If the underlying system is coherent, the results can be impressive. If it isn’t, you tend to scale confusion in a more sophisticated way.
What legibility means
This is where the idea of legibility becomes extremely useful.
Legibility is the ability to see and understand how your system actually works, end to end, without relying on guesswork or folklore. Whether you are a human or a bot.
It doesn’t mean perfection. It doesn’t mean eliminating every edge case, or forcing things into a rigid structure.
It does mean you’ve got enough clarity that you can see and understand how your company works in reality. Problems can be traced back to their source. You can identify the metrics and measures that matter, the ones that will actually show you if something is going right or wrong. And you can implement fixes, improvements and software upgrades with confidence that they will work, and that you can see and understand why they’ve worked, and where to test them.
There are simple ways to test how legible your systems are. Pick a recent deal, or a recent problem, and try to map it properly.

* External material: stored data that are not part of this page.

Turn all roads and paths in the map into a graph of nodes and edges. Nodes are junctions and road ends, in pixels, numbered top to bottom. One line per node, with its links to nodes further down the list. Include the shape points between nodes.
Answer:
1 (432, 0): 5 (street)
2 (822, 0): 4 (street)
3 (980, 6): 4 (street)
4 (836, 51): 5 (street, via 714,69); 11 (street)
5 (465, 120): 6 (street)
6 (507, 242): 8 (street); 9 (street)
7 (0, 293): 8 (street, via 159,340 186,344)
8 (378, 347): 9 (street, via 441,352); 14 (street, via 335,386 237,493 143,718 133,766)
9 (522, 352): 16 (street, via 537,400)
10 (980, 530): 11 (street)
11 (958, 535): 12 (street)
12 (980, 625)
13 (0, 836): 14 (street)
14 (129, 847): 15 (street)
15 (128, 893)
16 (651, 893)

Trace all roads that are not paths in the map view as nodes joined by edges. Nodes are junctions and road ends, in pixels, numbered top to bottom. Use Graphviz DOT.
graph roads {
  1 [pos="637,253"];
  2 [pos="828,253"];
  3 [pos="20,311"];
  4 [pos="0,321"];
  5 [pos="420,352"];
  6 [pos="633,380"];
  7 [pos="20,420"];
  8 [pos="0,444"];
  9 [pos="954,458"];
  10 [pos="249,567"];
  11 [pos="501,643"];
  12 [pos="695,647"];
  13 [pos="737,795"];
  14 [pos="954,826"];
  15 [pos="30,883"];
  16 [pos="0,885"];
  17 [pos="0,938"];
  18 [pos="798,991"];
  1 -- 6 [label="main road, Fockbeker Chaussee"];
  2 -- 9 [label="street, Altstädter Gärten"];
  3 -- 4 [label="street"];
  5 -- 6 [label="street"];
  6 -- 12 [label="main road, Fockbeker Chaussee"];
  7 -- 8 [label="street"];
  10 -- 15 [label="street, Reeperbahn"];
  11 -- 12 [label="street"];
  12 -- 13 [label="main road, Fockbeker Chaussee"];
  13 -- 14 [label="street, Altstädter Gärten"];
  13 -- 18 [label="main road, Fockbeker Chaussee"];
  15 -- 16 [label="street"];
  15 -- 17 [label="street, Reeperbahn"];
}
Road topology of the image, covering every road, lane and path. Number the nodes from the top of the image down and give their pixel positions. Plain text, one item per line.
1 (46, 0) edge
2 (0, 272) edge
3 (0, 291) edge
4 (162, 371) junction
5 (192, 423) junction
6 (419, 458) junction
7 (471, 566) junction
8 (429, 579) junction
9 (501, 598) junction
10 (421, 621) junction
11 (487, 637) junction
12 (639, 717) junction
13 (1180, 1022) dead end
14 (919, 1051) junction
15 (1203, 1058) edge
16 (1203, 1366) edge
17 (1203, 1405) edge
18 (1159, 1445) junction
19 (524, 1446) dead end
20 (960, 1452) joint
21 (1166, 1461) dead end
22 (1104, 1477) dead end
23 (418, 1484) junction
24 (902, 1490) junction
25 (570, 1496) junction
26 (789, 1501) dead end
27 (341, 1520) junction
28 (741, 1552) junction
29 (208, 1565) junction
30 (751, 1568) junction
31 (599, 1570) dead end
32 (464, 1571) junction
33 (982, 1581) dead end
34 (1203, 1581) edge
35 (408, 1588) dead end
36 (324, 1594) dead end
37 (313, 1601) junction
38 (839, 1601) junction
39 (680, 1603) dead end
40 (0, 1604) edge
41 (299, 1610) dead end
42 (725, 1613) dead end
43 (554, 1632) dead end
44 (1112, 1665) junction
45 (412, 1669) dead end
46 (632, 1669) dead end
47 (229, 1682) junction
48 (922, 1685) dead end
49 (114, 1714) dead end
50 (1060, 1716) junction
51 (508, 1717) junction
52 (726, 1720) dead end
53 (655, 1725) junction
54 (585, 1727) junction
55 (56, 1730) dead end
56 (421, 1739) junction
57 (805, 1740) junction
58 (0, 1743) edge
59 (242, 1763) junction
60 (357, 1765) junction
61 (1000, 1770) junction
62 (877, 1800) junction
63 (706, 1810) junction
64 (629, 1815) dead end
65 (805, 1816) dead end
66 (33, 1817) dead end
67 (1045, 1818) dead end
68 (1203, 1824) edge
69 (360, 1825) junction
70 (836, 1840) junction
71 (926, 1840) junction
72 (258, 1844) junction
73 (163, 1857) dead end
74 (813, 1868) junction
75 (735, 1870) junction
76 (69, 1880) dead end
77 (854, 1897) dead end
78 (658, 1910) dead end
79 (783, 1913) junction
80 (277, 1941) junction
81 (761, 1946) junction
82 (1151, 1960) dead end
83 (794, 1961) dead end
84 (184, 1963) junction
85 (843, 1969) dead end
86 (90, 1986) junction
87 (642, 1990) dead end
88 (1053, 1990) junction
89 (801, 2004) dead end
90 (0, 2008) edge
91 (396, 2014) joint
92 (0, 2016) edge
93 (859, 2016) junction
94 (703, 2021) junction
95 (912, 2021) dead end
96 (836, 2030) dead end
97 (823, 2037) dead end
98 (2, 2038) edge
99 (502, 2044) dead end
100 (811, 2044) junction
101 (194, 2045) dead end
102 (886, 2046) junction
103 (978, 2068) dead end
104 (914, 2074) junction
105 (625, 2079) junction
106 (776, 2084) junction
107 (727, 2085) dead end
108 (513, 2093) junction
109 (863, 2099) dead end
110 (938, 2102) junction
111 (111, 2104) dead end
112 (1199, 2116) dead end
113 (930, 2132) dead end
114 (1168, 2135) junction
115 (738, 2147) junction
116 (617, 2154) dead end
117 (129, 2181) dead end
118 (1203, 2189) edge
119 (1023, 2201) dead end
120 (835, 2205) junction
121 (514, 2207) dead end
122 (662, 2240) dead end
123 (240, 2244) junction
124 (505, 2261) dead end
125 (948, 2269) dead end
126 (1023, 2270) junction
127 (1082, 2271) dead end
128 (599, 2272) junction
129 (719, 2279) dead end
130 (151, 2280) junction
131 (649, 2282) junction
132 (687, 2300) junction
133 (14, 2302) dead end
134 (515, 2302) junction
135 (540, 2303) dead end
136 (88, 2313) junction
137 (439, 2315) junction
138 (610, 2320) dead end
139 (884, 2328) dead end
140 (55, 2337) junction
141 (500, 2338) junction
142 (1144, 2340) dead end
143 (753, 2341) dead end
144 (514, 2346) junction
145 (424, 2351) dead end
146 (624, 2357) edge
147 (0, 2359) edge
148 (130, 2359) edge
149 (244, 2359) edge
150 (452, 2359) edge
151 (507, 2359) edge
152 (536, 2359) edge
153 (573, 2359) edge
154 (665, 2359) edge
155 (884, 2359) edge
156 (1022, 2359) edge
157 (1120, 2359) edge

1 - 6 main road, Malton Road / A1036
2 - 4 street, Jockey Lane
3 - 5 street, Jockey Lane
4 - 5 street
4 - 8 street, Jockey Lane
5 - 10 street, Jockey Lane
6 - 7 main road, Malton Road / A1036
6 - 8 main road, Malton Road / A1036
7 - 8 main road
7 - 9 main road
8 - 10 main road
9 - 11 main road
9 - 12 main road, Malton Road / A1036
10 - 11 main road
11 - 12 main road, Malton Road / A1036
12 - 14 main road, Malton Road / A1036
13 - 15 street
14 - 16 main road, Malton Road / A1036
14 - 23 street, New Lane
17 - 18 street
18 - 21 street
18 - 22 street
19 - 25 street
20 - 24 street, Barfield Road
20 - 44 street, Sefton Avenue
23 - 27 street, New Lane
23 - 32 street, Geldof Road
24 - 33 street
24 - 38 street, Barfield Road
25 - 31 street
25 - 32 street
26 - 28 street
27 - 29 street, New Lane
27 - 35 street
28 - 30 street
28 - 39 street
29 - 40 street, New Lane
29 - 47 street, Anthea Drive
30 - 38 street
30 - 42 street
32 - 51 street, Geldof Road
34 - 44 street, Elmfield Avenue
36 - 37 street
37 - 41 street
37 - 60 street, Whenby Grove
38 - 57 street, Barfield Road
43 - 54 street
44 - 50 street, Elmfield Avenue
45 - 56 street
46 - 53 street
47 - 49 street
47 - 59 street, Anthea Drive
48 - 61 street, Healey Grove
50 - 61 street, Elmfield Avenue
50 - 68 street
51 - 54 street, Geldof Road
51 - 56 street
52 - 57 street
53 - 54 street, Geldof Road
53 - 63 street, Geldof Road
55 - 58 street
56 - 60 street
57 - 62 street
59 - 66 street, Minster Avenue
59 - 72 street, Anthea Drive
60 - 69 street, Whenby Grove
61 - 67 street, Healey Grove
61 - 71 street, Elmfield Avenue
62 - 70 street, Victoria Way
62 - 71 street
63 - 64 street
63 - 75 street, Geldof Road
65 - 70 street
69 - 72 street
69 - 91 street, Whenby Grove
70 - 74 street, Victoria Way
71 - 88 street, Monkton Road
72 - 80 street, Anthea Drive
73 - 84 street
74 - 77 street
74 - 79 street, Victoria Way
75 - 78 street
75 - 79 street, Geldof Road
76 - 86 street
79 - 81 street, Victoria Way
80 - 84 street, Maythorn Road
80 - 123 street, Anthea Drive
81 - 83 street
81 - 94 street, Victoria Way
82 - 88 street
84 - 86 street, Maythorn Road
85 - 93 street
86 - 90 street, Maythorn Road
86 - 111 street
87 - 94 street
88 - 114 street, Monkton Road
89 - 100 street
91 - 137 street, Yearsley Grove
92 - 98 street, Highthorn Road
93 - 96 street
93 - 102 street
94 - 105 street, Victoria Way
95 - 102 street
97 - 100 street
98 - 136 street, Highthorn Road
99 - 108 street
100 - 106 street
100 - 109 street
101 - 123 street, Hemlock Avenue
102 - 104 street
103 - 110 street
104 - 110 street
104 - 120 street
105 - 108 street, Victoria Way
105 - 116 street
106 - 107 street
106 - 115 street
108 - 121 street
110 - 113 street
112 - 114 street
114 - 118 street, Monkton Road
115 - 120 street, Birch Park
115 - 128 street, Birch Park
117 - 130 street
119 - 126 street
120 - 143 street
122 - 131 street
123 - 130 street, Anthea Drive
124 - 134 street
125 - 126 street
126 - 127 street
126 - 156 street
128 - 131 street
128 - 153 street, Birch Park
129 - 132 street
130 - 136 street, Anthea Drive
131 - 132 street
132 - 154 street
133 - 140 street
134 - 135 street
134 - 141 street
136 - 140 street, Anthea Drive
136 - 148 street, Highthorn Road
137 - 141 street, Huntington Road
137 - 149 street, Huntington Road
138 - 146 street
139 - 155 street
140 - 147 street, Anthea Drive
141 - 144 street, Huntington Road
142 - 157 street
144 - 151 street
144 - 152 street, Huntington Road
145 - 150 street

Not the ideal version. The real one. See how many points rely on “it depends” or “that’s just how we do it”.
That gap is where legibility breaks down.
Even the most coherent and legible companies don’t stay in this state easily.
People move roles. New tools get introduced. The market shifts. Incentives change slightly. Small exceptions get made for good reasons.
And over time, the system drifts again. Legibility fades in the background, just gradually enough that no one quite notices until things start to feel harder. This is just what complex systems do.
On one path; fragmentation leads to more patching. Each patch adds a bit of complexity. That complexity reduces visibility, which leads to more patching. It can go on like that for quite a while.
But keeping a focus on maintaining legibility; checking reality against the map regularly – and updating the map when it’s needed, and making changes in the real world when that’s needed – will keep things as coherent as possible.
The shift that’s coming – oh wait, it’s here
In the past, the best companies were often the most efficient. They executed well. They scaled what worked. That still matters, but it’s no longer the full story.
As tools become more powerful and more accessible, the constraint shifts. All of a sudden, small nimble entrepreneurs can effectively deploy an AI workforce if they have a working concept. It’s less about what you have, and more about how well you understand what you’re doing with it.
The companies that can see themselves clearly will be able to test ideas, integrate new tools, and adapt – taking what they’ve always done well, and doing it on a much bigger scale.